The neat thing about the HI is that it represents the marginal relative value of labor, and thus neatly compensates for not only the varying cost of living, but the varying standard of living. We all have to eat, though some of us live in caves and others in high-rises.


Wolf550e said...

AFAIK, It is a standard practice in many countries for the government to subsidize basic necessities like bread, and I'm cynical enough to believe they care about scoring well on the index more than improving standards of living.

What, if any, is the index's connection with Robert A. Heinlein?

Anonymous said...

Interesting concept. I tried doing the same calculation for Norway.

The average monthly salary for a carpenter was NOK 23,588 in october 2004. Deducting income tax yields a net hourly wage of NOK 107.43. A regular loaf of bread weighs in at 700 g and costs about NOK 7.

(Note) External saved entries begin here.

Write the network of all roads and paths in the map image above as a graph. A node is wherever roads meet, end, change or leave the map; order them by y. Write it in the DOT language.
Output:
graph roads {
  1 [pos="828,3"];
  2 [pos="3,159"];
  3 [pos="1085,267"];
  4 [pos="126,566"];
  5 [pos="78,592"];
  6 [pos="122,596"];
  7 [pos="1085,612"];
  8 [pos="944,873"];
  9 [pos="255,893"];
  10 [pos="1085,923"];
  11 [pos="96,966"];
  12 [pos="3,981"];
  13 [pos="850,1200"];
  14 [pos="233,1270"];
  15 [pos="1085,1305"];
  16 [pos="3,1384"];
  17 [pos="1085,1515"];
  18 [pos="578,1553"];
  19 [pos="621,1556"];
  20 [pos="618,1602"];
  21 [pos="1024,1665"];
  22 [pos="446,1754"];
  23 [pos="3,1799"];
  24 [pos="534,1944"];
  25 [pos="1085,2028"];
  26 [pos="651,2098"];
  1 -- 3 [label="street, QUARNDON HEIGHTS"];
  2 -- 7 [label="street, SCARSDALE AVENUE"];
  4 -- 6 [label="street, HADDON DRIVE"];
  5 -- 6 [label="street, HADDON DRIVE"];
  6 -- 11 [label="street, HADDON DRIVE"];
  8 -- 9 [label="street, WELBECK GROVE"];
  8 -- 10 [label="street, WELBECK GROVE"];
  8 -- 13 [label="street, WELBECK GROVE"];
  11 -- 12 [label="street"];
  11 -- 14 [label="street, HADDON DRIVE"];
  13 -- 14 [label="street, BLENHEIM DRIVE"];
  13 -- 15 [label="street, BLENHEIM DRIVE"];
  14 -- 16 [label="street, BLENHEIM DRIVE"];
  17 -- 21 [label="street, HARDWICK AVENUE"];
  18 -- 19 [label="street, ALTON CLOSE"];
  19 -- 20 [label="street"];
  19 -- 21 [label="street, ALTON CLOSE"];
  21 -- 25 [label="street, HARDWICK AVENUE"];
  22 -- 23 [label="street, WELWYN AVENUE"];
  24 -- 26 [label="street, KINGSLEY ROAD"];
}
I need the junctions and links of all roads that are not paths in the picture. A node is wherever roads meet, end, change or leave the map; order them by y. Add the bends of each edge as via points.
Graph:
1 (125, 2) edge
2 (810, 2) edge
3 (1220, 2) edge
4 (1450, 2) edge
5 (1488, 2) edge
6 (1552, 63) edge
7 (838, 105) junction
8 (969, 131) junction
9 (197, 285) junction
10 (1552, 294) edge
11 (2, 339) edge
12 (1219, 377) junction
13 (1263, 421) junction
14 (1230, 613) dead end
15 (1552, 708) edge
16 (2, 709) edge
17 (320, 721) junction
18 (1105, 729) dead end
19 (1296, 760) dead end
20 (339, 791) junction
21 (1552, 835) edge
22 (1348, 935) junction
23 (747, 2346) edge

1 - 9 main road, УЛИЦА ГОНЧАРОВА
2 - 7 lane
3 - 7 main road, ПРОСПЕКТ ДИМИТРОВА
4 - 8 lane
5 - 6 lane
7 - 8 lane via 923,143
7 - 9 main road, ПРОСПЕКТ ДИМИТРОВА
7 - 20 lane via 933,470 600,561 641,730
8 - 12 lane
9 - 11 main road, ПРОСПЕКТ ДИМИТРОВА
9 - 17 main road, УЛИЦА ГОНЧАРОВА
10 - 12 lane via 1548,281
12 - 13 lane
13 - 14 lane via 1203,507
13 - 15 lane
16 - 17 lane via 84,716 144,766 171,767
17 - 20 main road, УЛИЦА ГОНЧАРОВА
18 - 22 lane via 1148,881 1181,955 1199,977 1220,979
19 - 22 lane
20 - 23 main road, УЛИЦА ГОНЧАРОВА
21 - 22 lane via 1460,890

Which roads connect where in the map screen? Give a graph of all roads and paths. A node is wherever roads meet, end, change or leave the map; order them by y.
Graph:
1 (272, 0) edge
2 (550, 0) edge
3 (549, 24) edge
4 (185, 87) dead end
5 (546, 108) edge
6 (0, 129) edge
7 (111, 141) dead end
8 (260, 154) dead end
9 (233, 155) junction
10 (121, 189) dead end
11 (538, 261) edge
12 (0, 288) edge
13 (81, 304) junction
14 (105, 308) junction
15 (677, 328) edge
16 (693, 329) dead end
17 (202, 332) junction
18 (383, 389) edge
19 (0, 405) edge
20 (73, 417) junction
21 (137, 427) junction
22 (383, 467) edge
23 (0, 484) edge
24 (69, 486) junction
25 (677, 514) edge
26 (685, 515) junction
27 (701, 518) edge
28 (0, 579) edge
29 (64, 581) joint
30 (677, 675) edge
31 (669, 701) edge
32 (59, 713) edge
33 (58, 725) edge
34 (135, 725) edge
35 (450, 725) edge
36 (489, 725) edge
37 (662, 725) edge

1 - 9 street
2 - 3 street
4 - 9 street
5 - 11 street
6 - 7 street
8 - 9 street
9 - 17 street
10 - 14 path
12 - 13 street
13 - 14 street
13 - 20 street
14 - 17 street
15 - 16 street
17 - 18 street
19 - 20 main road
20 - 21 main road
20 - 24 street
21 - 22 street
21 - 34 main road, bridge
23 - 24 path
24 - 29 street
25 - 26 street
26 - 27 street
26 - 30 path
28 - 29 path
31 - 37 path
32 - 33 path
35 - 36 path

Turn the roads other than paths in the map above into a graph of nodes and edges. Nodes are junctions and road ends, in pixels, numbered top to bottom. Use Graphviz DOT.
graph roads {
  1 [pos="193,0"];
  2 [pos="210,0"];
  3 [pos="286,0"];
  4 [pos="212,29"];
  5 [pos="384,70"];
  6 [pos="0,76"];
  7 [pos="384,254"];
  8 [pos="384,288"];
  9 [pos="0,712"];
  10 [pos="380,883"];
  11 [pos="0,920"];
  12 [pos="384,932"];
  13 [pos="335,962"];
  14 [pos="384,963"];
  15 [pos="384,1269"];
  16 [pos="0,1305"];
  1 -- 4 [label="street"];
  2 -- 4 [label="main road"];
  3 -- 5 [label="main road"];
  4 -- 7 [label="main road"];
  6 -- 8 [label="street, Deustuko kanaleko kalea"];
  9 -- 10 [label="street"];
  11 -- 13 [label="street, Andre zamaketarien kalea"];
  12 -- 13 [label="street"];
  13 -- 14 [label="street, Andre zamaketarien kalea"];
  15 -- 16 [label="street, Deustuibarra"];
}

So, Norway is currently at a HI of approximately 6.

Anonymous said...

Heinlein Index? I got it out of Braudel many years ago, but I don't remember to whom he credited it. The variation I've used since, to measure my own standard of living, is to figure out how long I have to work to buy another beer. Turns out that both in the Czech Republic in the nineties, when I made about $3,600 a year, & now in the US, at $26,000 a year, I work the same span for the same reward.

John Cowan said...

Heinlein publicized the HI in his book Tramp Royale, which is about his travels around the world.